My real goal with this talk was to increase awareness of exemplars and spark interest in someone contributing exemplar support for the Python SDK.

To me being able to hop across tools and types of telemetry is essential for frictionless investigations especially if that o11y data is scattered or siloed across multiple tools and why I appreciate exemplars letting you quickly jump from "hmm I can see that errors are high on the metrics chart for the monitor that paged me" to "here's an example traced request".

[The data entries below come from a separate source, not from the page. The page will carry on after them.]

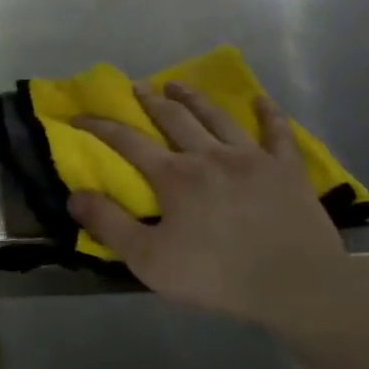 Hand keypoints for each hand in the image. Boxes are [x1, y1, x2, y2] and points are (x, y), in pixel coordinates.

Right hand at [68, 82, 351, 326]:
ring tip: (178, 83)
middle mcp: (210, 155)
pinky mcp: (287, 168)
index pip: (128, 141)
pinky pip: (277, 132)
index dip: (101, 126)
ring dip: (195, 97)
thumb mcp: (149, 259)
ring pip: (218, 116)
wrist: (294, 285)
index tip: (80, 116)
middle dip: (151, 101)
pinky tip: (261, 99)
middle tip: (137, 86)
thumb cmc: (216, 275)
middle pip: (175, 118)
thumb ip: (109, 224)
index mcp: (175, 176)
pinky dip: (268, 113)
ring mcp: (252, 157)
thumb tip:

Exemplars aren't the end all be all and I made sure to note that they have a place as a starting point to gather context and understanding of the services involved in a request before diving into comparing traces before and after getting paged or aggregate trace analysis like grouping by type of error, or correlating top span tags present. But I do stand by my belief that sprinkling some exemplars on metrics can serve as a great bridge and trace onboarding experience for devs who are unfamiliar or skeptical of tracing.

If you'd like to play around with attaching OTel traces to Prometheus metrics in Python, check out Lab 6 of Intro to Instrumentation!

...

If you are interested in contributing exemplar support for the Python SDK, I've gathered the resources I used for my initial research spike:

I'd also recommend reviewing the existing implementations over in the Java and Go SDKs for more deets.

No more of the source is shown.